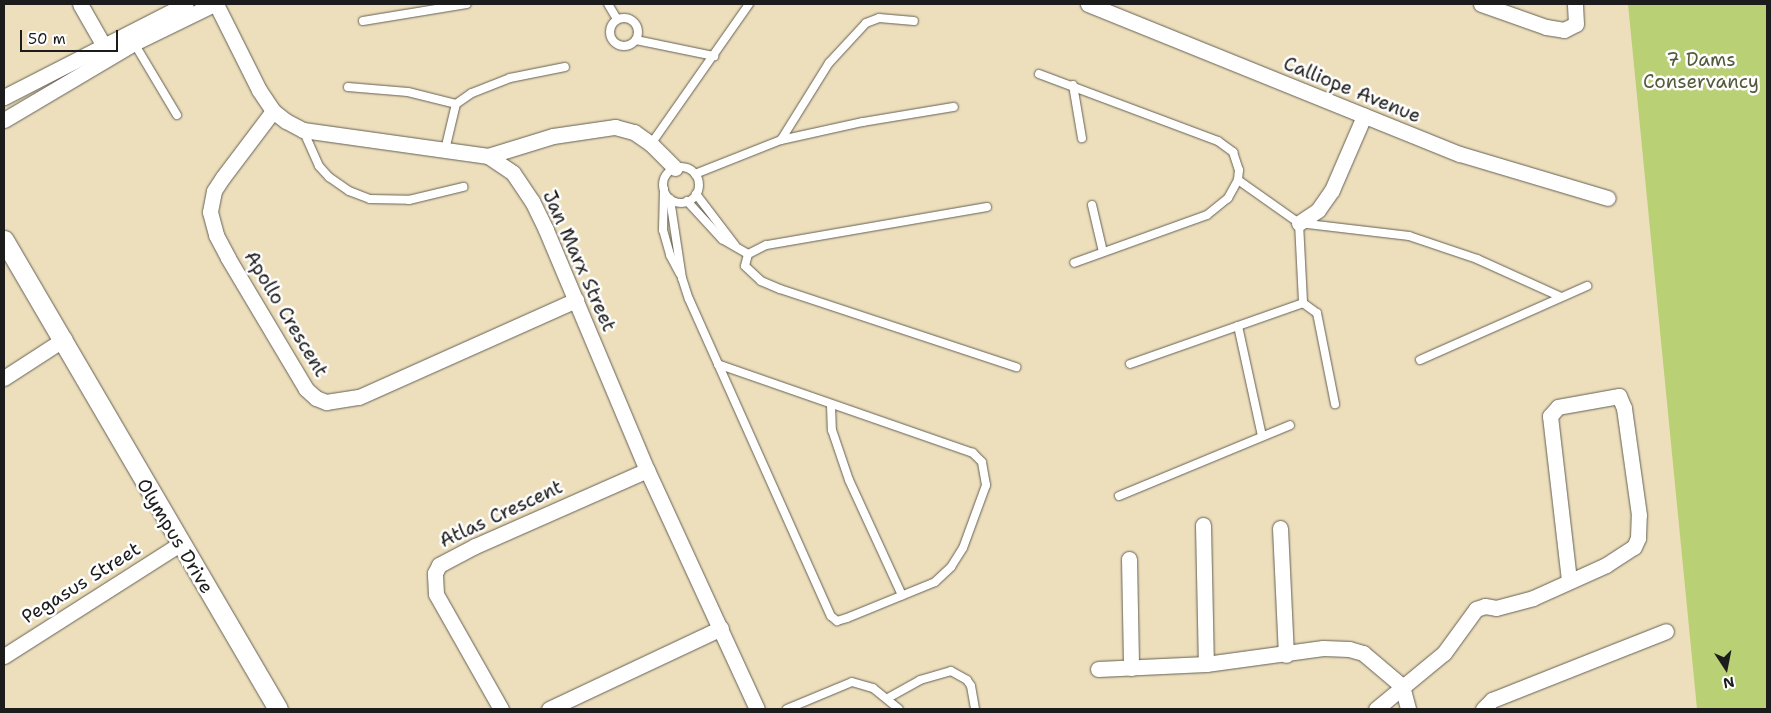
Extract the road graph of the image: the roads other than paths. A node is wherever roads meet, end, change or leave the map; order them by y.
1 (80, 4) edge
2 (186, 4) edge
3 (215, 4) edge
4 (466, 4) edge
5 (608, 4) edge
6 (749, 4) edge
7 (1088, 4) edge
8 (1481, 4) edge
9 (1575, 4) edge
10 (418, 7) edge
11 (617, 19) junction
12 (364, 21) dead end
13 (914, 21) dead end
14 (636, 40) junction
15 (134, 43) junction
16 (106, 50) junction
17 (714, 56) junction
18 (565, 67) dead end
19 (1039, 74) dead end
20 (1073, 85) junction
21 (348, 86) dead end
22 (4, 97) edge
23 (456, 104) junction
24 (954, 107) dead end
25 (273, 111) junction
26 (177, 115) dead end
27 (1364, 116) junction
28 (4, 120) edge
29 (303, 130) junction
30 (1082, 138) dead end
31 (781, 140) junction
32 (651, 144) junction
33 (445, 150) junction
34 (488, 156) junction
35 (675, 168) junction
36 (695, 174) junction
37 (1238, 180) junction
38 (463, 187) dead end
39 (664, 189) junction
40 (696, 194) junction
41 (1608, 198) dead end
42 (670, 199) junction
43 (687, 201) junction
44 (1092, 206) dead end
45 (987, 207) dead end
46 (1299, 223) junction
47 (4, 240) edge
48 (735, 245) junction
49 (1103, 252) junction
50 (748, 254) junction
51 (1074, 263) dead end
52 (4, 265) edge
53 (682, 278) junction
54 (1587, 286) dead end
55 (1562, 297) junction
56 (576, 300) junction
57 (1303, 303) junction
58 (1238, 326) junction
59 (60, 342) junction
60 (1420, 360) dead end
61 (718, 364) junction
62 (1130, 364) dead end
63 (1016, 367) dead end
64 (4, 378) edge
65 (1335, 404) dead end
66 (831, 405) junction
67 (1290, 425) dead end
68 (1262, 436) junction
69 (647, 470) junction
70 (1119, 496) dead end
71 (1202, 525) dead end
72 (1280, 528) dead end
73 (180, 544) junction
74 (1129, 559) dead end
75 (1569, 581) junction
76 (902, 595) junction
77 (721, 628) junction
78 (1666, 631) dead end
79 (1286, 654) junction
80 (4, 656) edge
81 (1206, 664) junction
82 (1131, 668) junction
83 (1098, 669) dead end
84 (1402, 686) junction
85 (888, 698) junction
86 (278, 709) edge
87 (501, 709) edge
88 (549, 709) edge
89 (757, 709) edge
90 (787, 709) edge
91 (899, 709) edge
92 (975, 709) edge
93 (1376, 709) edge
94 (1408, 709) edge
95 (1483, 709) edge

1 - 16 street
2 - 16 street
3 - 15 street
3 - 25 street, Jan Marx Street
4 - 10 lane
5 - 11 lane
6 - 17 lane
7 - 27 street, Calliope Avenue
8 - 9 street
10 - 12 lane
11 - 14 lane
11 - 14 lane
13 - 31 lane
14 - 17 lane
15 - 16 street
15 - 26 lane
16 - 22 street
16 - 28 street
17 - 32 lane
18 - 23 lane
19 - 20 lane
20 - 30 lane
20 - 37 lane
21 - 23 lane
23 - 33 lane
24 - 31 lane
25 - 29 street, Jan Marx Street
25 - 56 street, Apollo Crescent
27 - 41 street, Calliope Avenue
27 - 46 street
29 - 33 street, Jan Marx Street
29 - 38 lane
31 - 36 lane
32 - 34 street
32 - 35 street
33 - 34 street, Jan Marx Street
34 - 56 street, Jan Marx Street
35 - 36 lane
35 - 39 lane
36 - 40 lane
37 - 46 lane
37 - 49 lane
39 - 42 lane
39 - 53 lane
40 - 43 lane
40 - 48 lane
42 - 43 lane
42 - 53 lane
43 - 48 lane
44 - 49 lane
45 - 50 lane
46 - 55 lane
46 - 57 lane
47 - 59 street, Olympus Drive
48 - 50 lane
49 - 51 lane
50 - 63 lane
52 - 59 street, Olympus Drive
53 - 61 lane
54 - 55 lane
55 - 60 lane
56 - 69 street, Jan Marx Street
57 - 58 lane
57 - 65 lane
58 - 62 lane
58 - 68 lane
59 - 64 street
59 - 73 street, Olympus Drive
61 - 66 lane
61 - 76 lane
66 - 76 lane
66 - 76 lane
67 - 68 lane
68 - 70 lane
69 - 77 street, Jan Marx Street
69 - 87 street, Atlas Crescent
71 - 81 street
72 - 79 street
73 - 80 street, Pegasus Street
73 - 86 street, Olympus Drive
74 - 82 street
75 - 75 street
75 - 84 street
77 - 88 street
77 - 89 street, Jan Marx Street
78 - 95 street
79 - 81 street
79 - 84 street
81 - 82 street
82 - 83 street
84 - 93 street
84 - 94 street
85 - 90 lane
85 - 91 lane
85 - 92 lane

___

**What is needed:** All of the entries must be reproduced exactly, with no pictures kept.

**Exercise solution:**
Extract the road graph of the image: the roads other than paths. A node is wherever roads meet, end, change or leave the map; order them by y.
1 (80, 4) edge
2 (186, 4) edge
3 (215, 4) edge
4 (466, 4) edge
5 (608, 4) edge
6 (749, 4) edge
7 (1088, 4) edge
8 (1481, 4) edge
9 (1575, 4) edge
10 (418, 7) edge
11 (617, 19) junction
12 (364, 21) dead end
13 (914, 21) dead end
14 (636, 40) junction
15 (134, 43) junction
16 (106, 50) junction
17 (714, 56) junction
18 (565, 67) dead end
19 (1039, 74) dead end
20 (1073, 85) junction
21 (348, 86) dead end
22 (4, 97) edge
23 (456, 104) junction
24 (954, 107) dead end
25 (273, 111) junction
26 (177, 115) dead end
27 (1364, 116) junction
28 (4, 120) edge
29 (303, 130) junction
30 (1082, 138) dead end
31 (781, 140) junction
32 (651, 144) junction
33 (445, 150) junction
34 (488, 156) junction
35 (675, 168) junction
36 (695, 174) junction
37 (1238, 180) junction
38 (463, 187) dead end
39 (664, 189) junction
40 (696, 194) junction
41 (1608, 198) dead end
42 (670, 199) junction
43 (687, 201) junction
44 (1092, 206) dead end
45 (987, 207) dead end
46 (1299, 223) junction
47 (4, 240) edge
48 (735, 245) junction
49 (1103, 252) junction
50 (748, 254) junction
51 (1074, 263) dead end
52 (4, 265) edge
53 (682, 278) junction
54 (1587, 286) dead end
55 (1562, 297) junction
56 (576, 300) junction
57 (1303, 303) junction
58 (1238, 326) junction
59 (60, 342) junction
60 (1420, 360) dead end
61 (718, 364) junction
62 (1130, 364) dead end
63 (1016, 367) dead end
64 (4, 378) edge
65 (1335, 404) dead end
66 (831, 405) junction
67 (1290, 425) dead end
68 (1262, 436) junction
69 (647, 470) junction
70 (1119, 496) dead end
71 (1202, 525) dead end
72 (1280, 528) dead end
73 (180, 544) junction
74 (1129, 559) dead end
75 (1569, 581) junction
76 (902, 595) junction
77 (721, 628) junction
78 (1666, 631) dead end
79 (1286, 654) junction
80 (4, 656) edge
81 (1206, 664) junction
82 (1131, 668) junction
83 (1098, 669) dead end
84 (1402, 686) junction
85 (888, 698) junction
86 (278, 709) edge
87 (501, 709) edge
88 (549, 709) edge
89 (757, 709) edge
90 (787, 709) edge
91 (899, 709) edge
92 (975, 709) edge
93 (1376, 709) edge
94 (1408, 709) edge
95 (1483, 709) edge

1 - 16 street
2 - 16 street
3 - 15 street
3 - 25 street, Jan Marx Street
4 - 10 lane
5 - 11 lane
6 - 17 lane
7 - 27 street, Calliope Avenue
8 - 9 street
10 - 12 lane
11 - 14 lane
11 - 14 lane
13 - 31 lane
14 - 17 lane
15 - 16 street
15 - 26 lane
16 - 22 street
16 - 28 street
17 - 32 lane
18 - 23 lane
19 - 20 lane
20 - 30 lane
20 - 37 lane
21 - 23 lane
23 - 33 lane
24 - 31 lane
25 - 29 street, Jan Marx Street
25 - 56 street, Apollo Crescent
27 - 41 street, Calliope Avenue
27 - 46 street
29 - 33 street, Jan Marx Street
29 - 38 lane
31 - 36 lane
32 - 34 street
32 - 35 street
33 - 34 street, Jan Marx Street
34 - 56 street, Jan Marx Street
35 - 36 lane
35 - 39 lane
36 - 40 lane
37 - 46 lane
37 - 49 lane
39 - 42 lane
39 - 53 lane
40 - 43 lane
40 - 48 lane
42 - 43 lane
42 - 53 lane
43 - 48 lane
44 - 49 lane
45 - 50 lane
46 - 55 lane
46 - 57 lane
47 - 59 street, Olympus Drive
48 - 50 lane
49 - 51 lane
50 - 63 lane
52 - 59 street, Olympus Drive
53 - 61 lane
54 - 55 lane
55 - 60 lane
56 - 69 street, Jan Marx Street
57 - 58 lane
57 - 65 lane
58 - 62 lane
58 - 68 lane
59 - 64 street
59 - 73 street, Olympus Drive
61 - 66 lane
61 - 76 lane
66 - 76 lane
66 - 76 lane
67 - 68 lane
68 - 70 lane
69 - 77 street, Jan Marx Street
69 - 87 street, Atlas Crescent
71 - 81 street
72 - 79 street
73 - 80 street, Pegasus Street
73 - 86 street, Olympus Drive
74 - 82 street
75 - 75 street
75 - 84 street
77 - 88 street
77 - 89 street, Jan Marx Street
78 - 95 street
79 - 81 street
79 - 84 street
81 - 82 street
82 - 83 street
84 - 93 street
84 - 94 street
85 - 90 lane
85 - 91 lane
85 - 92 lane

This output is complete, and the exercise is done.